Religion Magazine

Easter Day

By Nicholas Baines

This is the text of my sermon in Ripon Cathedral this morning as the light streamed in.

Don’t tell me of a faith that fears
To face the world around
Don’t dull my mind with easy thoughts
of grace without a ground.

[Chorus]
I need to know that God is real!
I need to know that Christ can feel
the need to touch and love and heal
the world, including me!

Don’t speak of piety and prayers
Absolved from human need;
Don’t talk of spirit without flesh
Like harvest without seed.

Don’t sate my soul with common sense
Distilled from ages past
Inept for those who fear the world’s
about to breathe its last.

Don’t set the cross before my eyes
unless you tell the truth
of how the Lord, who finds the lost,
was often found uncouth.

So let the Gospel come alive
in actions plain to see
in imitation of the one
whose love extends to me. (John Bell, The Sorrow)

“Whose love extends to me.”

One of the really intriguing things about the story told through the sixty six books of the Bible is that people keep having their name changed. Note: they don’t change their own name; their name is changed for them – and apparently without the courtesy of asking them first. Abram and Sarai become Abraham and Sarah; Simon becomes Peter (the Rock) – although the granite he assumes is meant turns out to be a leaking limestone; Saul becomes Paul.

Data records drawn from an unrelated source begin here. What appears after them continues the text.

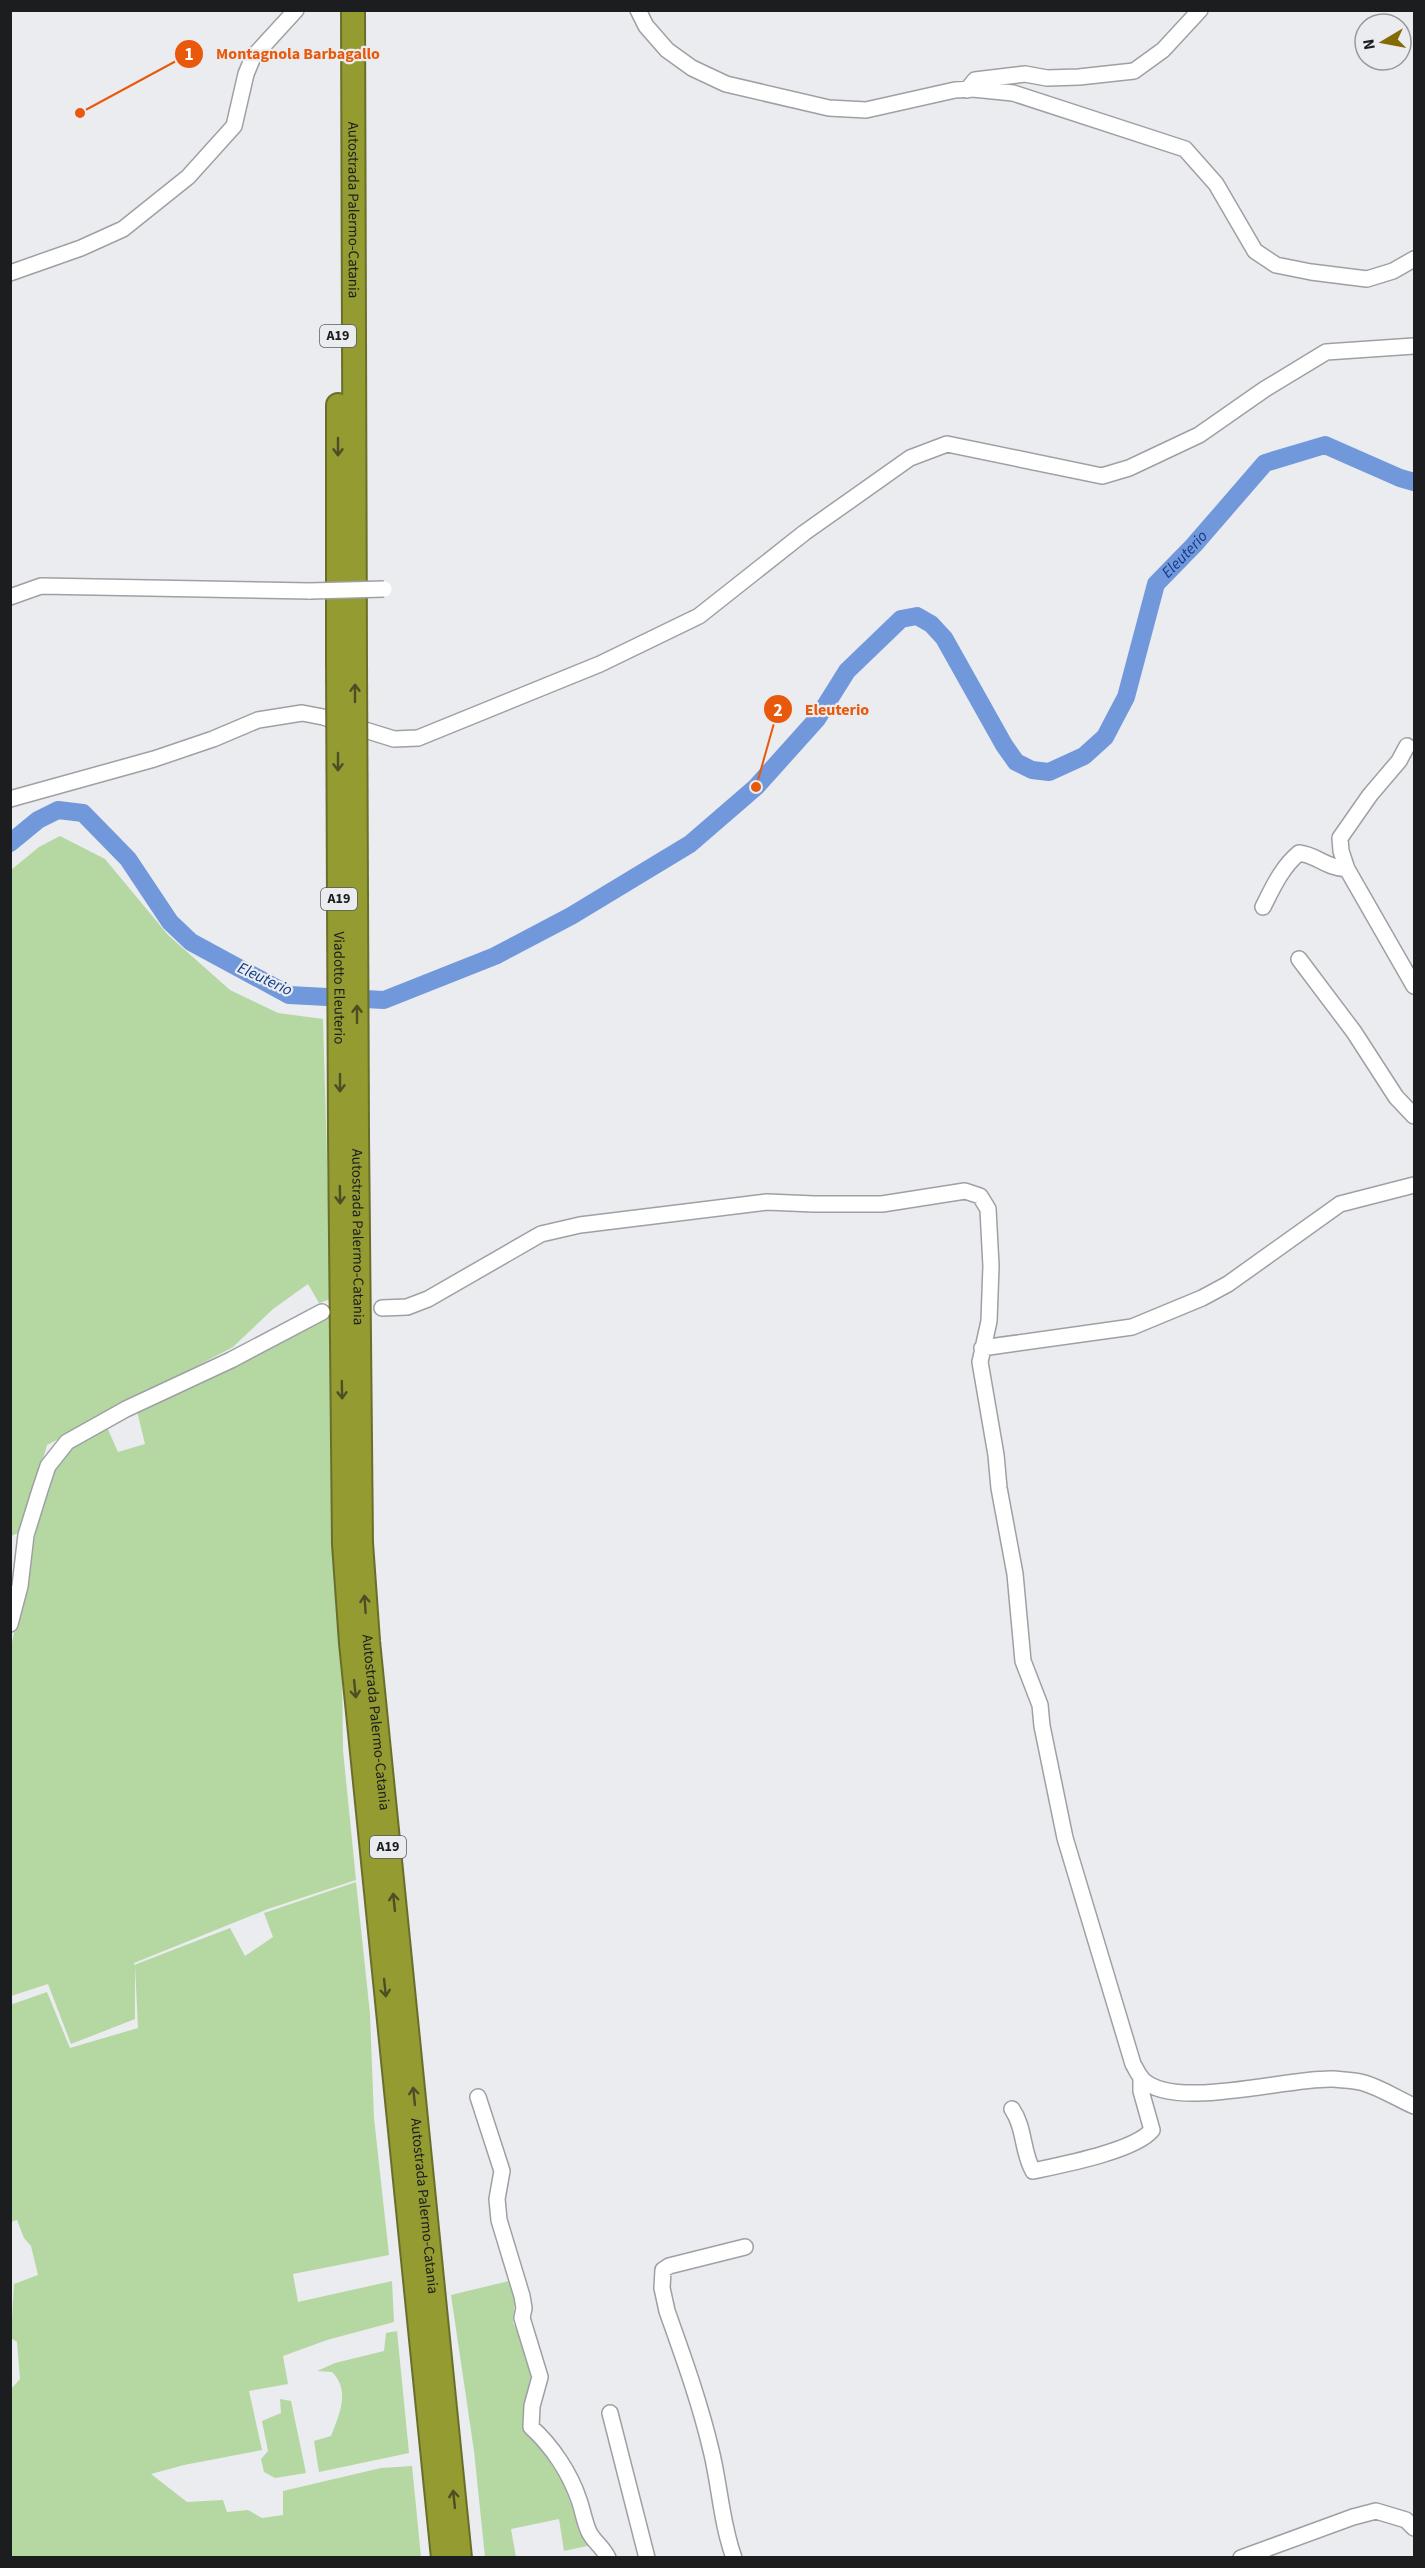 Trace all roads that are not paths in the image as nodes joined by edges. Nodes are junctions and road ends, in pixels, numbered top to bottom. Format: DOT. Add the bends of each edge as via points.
graph roads {
  1 [pos="296,10"];
  2 [pos="338,10"];
  3 [pos="353,10"];
  4 [pos="638,10"];
  5 [pos="1200,10"];
  6 [pos="967,90"];
  7 [pos="1414,260"];
  8 [pos="10,273"];
  9 [pos="1414,346"];
  10 [pos="384,589"];
  11 [pos="10,597"];
  12 [pos="346,661"];
  13 [pos="1407,746"];
  14 [pos="10,799"];
  15 [pos="1347,868"];
  16 [pos="1263,907"];
  17 [pos="1299,959"];
  18 [pos="1414,986"];
  19 [pos="1414,1116"];
  20 [pos="349,1136"];
  21 [pos="1414,1185"];
  22 [pos="382,1308"];
  23 [pos="322,1312"];
  24 [pos="982,1348"];
  25 [pos="10,1624"];
  26 [pos="1141,2077"];
  27 [pos="478,2097"];
  28 [pos="1414,2106"];
  29 [pos="1012,2109"];
  30 [pos="751,2246"];
  31 [pos="610,2413"];
  32 [pos="1414,2528"];
  33 [pos="443,2558"];
  34 [pos="460,2558"];
  35 [pos="608,2558"];
  36 [pos="648,2558"];
  37 [pos="734,2558"];
  38 [pos="1241,2558"];
  1 -- 8 [label="street" via="253,57 234,126 188,177 123,229"];
  2 -- 12 [label="highway, Autostrada Palermo-Catania / A19, one-way"];
  3 -- 12 [label="highway, Autostrada Palermo-Catania / A19"];
  4 -- 6 [label="street" via="667,50 692,68 726,84 829,108 866,110"];
  5 -- 6 [label="street" via="1163,50 1134,71 1079,77 997,77 975,80"];
  6 -- 7 [label="street" via="1013,93 1185,149 1216,184 1255,251 1276,265 1367,279"];
  9 -- 14 [label="street" via="1326,352 1265,388 1199,435 1129,468 1102,476 947,444 910,458 804,533 699,616 600,664 418,738 394,739 302,713 258,720 154,759"];
  10 -- 11 [label="street, bridge" via="42,586"];
  12 -- 20 [label="highway, Viadotto Eleuterio / A19, bridge"];
  13 -- 15 [label="street" via="1340,838"];
  15 -- 16 [label="street" via="1334,868 1299,853 1290,860"];
  15 -- 18 [label="street"];
  17 -- 19 [label="street" via="1354,1032 1396,1097"];
  20 -- 33 [label="highway, Autostrada Palermo-Catania / A19, one-way" via="344,1544"];
  34 -- 20 [label="highway, Autostrada Palermo-Catania / A19, one-way" via="368,1641 361,1543"];
  21 -- 24 [label="street" via="1340,1204 1228,1284 1132,1327"];
  22 -- 24 [label="street" via="407,1307 428,1299 541,1234 564,1228 757,1203 882,1204 965,1191 980,1196 988,1209 990,1313"];
  23 -- 25 [label="street" via="67,1442 48,1466 33,1512"];
  24 -- 26 [label="street" via="980,1362 1015,1574 1023,1661 1040,1705 1065,1838 1123,2033"];
  26 -- 28 [label="street" via="1163,2089 1179,2092 1228,2091 1334,2079 1365,2083"];
  26 -- 29 [label="street" via="1152,2130 1130,2144 1076,2162 1033,2171"];
  27 -- 35 [label="street" via="502,2171 497,2199 499,2220 510,2250 523,2302 522,2318 540,2377 531,2427 564,2469 589,2533"];
  30 -- 37 [label="street" via="669,2266 663,2270 662,2288 711,2448 721,2512"];
  31 -- 36 [label="street"];
  32 -- 38 [label="street" via="1406,2520 1376,2511"];
}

Names matter. They are not simply a moniker or a label. They say something about the nature of the person. Or, in these cases, the nature God sees in them … despite the evidence to the watching world around them.

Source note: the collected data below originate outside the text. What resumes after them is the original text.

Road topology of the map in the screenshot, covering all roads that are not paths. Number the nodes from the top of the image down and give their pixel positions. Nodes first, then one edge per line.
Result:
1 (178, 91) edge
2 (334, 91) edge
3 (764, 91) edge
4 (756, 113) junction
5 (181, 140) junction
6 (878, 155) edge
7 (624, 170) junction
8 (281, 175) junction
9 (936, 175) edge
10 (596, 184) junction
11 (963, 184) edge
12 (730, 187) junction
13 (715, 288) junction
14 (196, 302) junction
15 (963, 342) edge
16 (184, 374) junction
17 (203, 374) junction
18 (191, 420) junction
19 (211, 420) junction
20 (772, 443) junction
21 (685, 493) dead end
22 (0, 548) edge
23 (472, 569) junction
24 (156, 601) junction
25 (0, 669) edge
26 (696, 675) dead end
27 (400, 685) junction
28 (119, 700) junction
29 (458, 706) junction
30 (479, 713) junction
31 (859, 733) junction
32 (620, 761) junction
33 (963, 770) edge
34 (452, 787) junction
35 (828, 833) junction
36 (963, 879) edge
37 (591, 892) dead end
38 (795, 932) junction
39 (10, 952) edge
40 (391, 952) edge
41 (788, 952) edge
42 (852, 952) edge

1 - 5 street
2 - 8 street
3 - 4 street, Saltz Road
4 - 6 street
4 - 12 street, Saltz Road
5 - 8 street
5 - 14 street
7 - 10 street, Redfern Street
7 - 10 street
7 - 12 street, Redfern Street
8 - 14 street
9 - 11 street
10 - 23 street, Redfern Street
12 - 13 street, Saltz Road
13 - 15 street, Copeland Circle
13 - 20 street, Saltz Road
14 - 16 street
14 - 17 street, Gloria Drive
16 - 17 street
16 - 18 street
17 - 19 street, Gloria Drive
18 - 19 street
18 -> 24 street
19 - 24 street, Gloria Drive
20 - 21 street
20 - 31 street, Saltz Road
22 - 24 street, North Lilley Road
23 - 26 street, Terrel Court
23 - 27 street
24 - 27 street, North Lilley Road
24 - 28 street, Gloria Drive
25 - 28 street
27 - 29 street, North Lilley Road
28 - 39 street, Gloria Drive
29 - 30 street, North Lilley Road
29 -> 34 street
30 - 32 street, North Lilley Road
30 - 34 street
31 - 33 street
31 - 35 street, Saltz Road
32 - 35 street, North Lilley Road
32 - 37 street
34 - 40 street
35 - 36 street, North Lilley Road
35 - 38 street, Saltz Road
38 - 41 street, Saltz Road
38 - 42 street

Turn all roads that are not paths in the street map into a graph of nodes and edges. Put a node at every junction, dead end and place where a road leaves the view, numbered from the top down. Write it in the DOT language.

Take Simon who becomes Peter, for instance. He’s the one who constantly misunderstands Jesus, but, still pledges undying allegiance to his friend … just hours before denying even knowing him when asked by a young girl in a garden. It is this Peter who deserts Jesus at the point when his need is greatest and his loneliness most powerful: on the cross. This Peter returns to the old life, fishing on the familiar lake in Galilee, the hill country of the north which was home until the carpenter’s son drew him into a whole new world just a couple of years before. And it is this Peter who has the most beautiful and excruciating conversation with the risen Jesus at his old workplace, the beach, in which his failure is laid bare … before he is restored by love that suffers no illusions.

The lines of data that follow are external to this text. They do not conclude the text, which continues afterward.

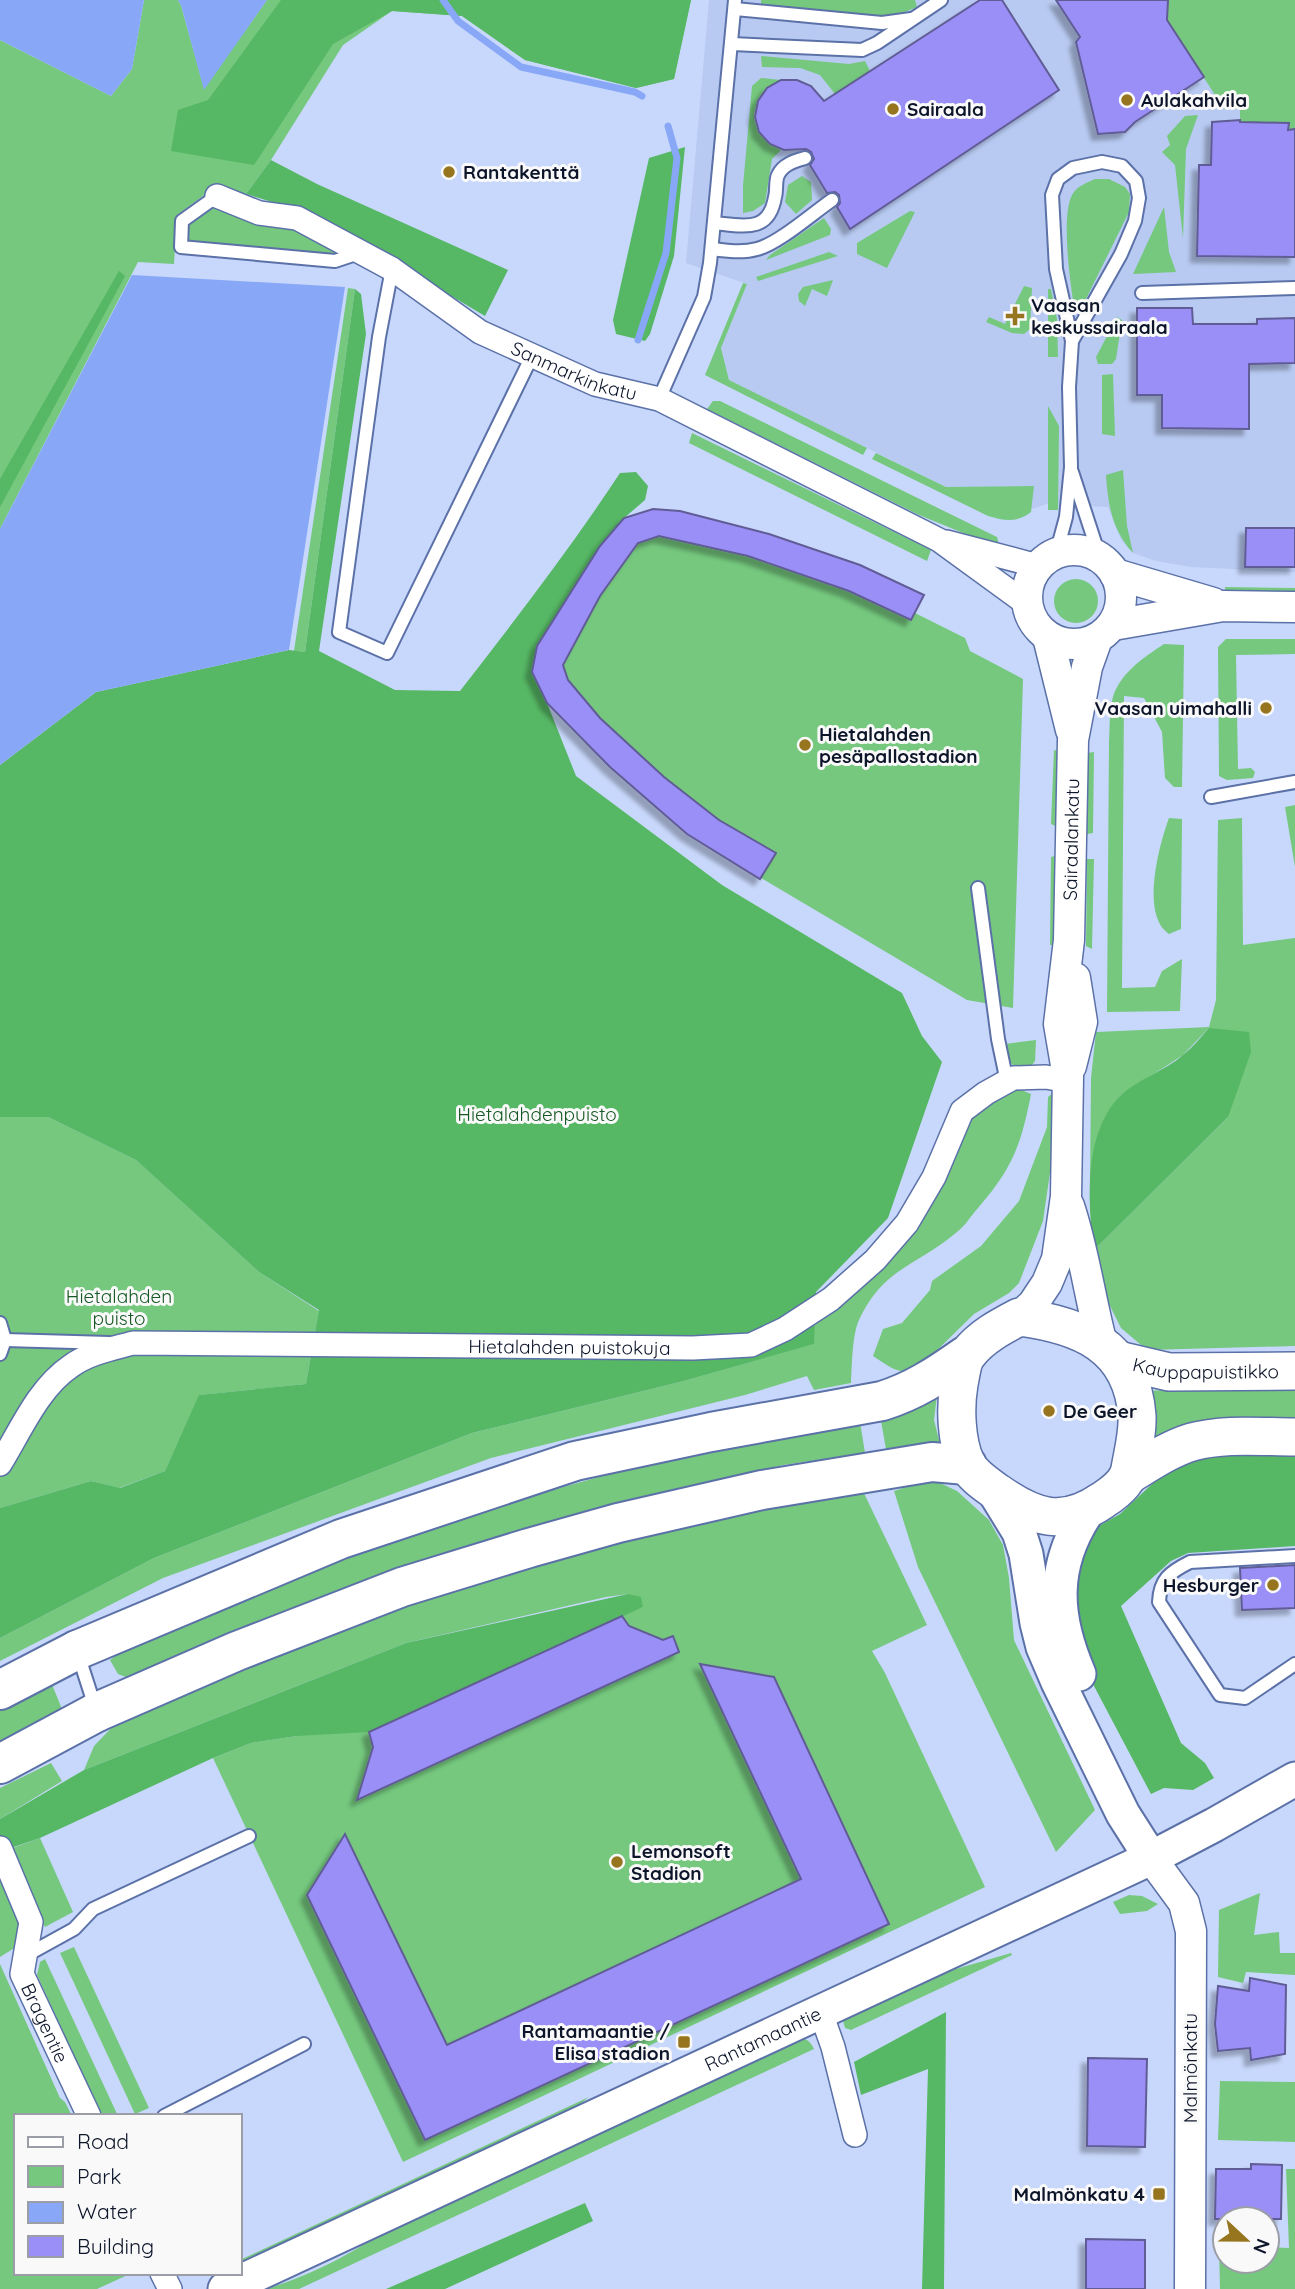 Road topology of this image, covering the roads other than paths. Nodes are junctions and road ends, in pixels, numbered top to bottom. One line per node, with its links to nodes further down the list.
1 (941, 0): 3 (lane)
2 (735, 5): 3 (lane); 4 (lane)
3 (915, 18): 4 (lane)
4 (732, 44): 8 (lane)
5 (805, 158): 8 (lane)
6 (217, 196): 10 (street, Sanmarkinkatu); 10 (lane)
7 (832, 200): 9 (lane)
8 (715, 223): 9 (lane)
9 (712, 249): 16 (lane)
10 (359, 253): 11 (street, Sanmarkinkatu)
11 (392, 269): 15 (street, Sanmarkinkatu); 15 (lane)
12 (1295, 288): 13 (lane)
13 (1142, 293)
14 (1072, 341): 14 (lane); 17 (lane)
15 (533, 355): 16 (street, Sanmarkinkatu)
16 (659, 399): 18 (street, Sanmarkinkatu)
17 (1071, 467): 19 (lane); 20 (lane)
18 (939, 540): 19 (street, Sanmarkinkatu); 21 (street, Sanmarkinkatu)
19 (1047, 560): 20 (street); 21 (street)
20 (1108, 566): 22 (street); 24 (street)
21 (1027, 604): 25 (street)
22 (1223, 606): 23 (street); 24 (street)
23 (1295, 607)
24 (1105, 632): 25 (street); 26 (street, Sairaalankatu)
25 (1048, 637): 26 (street, Sairaalankatu)
26 (1073, 740): 30 (street, Sairaalankatu)
27 (1295, 782): 28 (lane)
28 (1212, 797)
29 (978, 888): 31 (lane)
30 (1068, 1079): 31 (street, Hietalahden puistokuja); 32 (street, Sairaalankatu)
31 (1007, 1082): 36 (street, Hietalahden puistokuja)
32 (1066, 1196): 33 (street, Sairaalankatu); 37 (street, Sairaalankatu)
33 (1019, 1317): 37 (main road); 39 (main road)
34 (0, 1323): 35 (lane)
35 (5, 1340): 36 (lane); 38 (lane)
36 (133, 1343): 42 (street, Hietalahden puistokuja)
37 (1110, 1352): 40 (main road, Kauppapuistikko); 44 (main road)
38 (0, 1354)
39 (965, 1356): 43 (main road); 47 (highway)
40 (1295, 1370)
41 (1295, 1437): 44 (main road)
42 (0, 1464)
43 (964, 1472): 45 (main road); 50 (highway); 55 (main road, Malmönkatu)
44 (1129, 1475): 45 (main road)
45 (1087, 1511): 55 (main road, Malmönkatu)
46 (1295, 1556): 48 (lane)
47 (77, 1650): 49 (highway); 50 (lane)
48 (1295, 1664)
49 (0, 1690)
50 (97, 1713): 51 (highway)
51 (0, 1764)
52 (1292, 1783): 55 (main road, Rantamaantie)
53 (249, 1836): 56 (lane)
54 (0, 1848): 56 (street, Bragentie)
55 (1152, 1858): 57 (main road, Rantamaantie); 63 (street, Malmönkatu)
56 (24, 1956): 59 (street, Bragentie)
57 (821, 2013): 61 (street); 62 (main road, Rantamaantie)
58 (304, 2044): 60 (lane)
59 (88, 2114)
60 (167, 2114)
61 (855, 2135)
62 (225, 2289)
63 (1190, 2289)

This same Peter, the one who ran away and who doesn’t seem to “get it”, we read later is out on the streets risking life and limb while telling anyone who would listen that his friend had been executed, was truly dead, but now was alive. Not resuscitated. Not recovered from a bad swoon or fainting fit. Not popping back to life like some magic trick. But, raised to new life by the God about whom many were sceptical.

In our reading from Acts 10:34-43 we find this same Peter having undergone in the preceding verses a radical conversion. Put simply, his assumptions about who God is for were turned upside down. To misuse a different image, a stone had been rolled away and now he could see that God could not be trapped by human limitation or prejudice. I think he might have appreciate the lines from the Welsh poet RS Thomas (I quoted in a Thought for the Day on Radio 4 on Good Friday):

History showed us he was too big to be nailed to the wall of a stone chapel, yet still we crammed him between the boards of a black book.”

The implications of the resurrection gradually shook Peter’s view of God and re-shaped his love for people. And here he is, speaking boldly in public about the resurrection of a dead man. Even mockery or ridicule won’t stop him now.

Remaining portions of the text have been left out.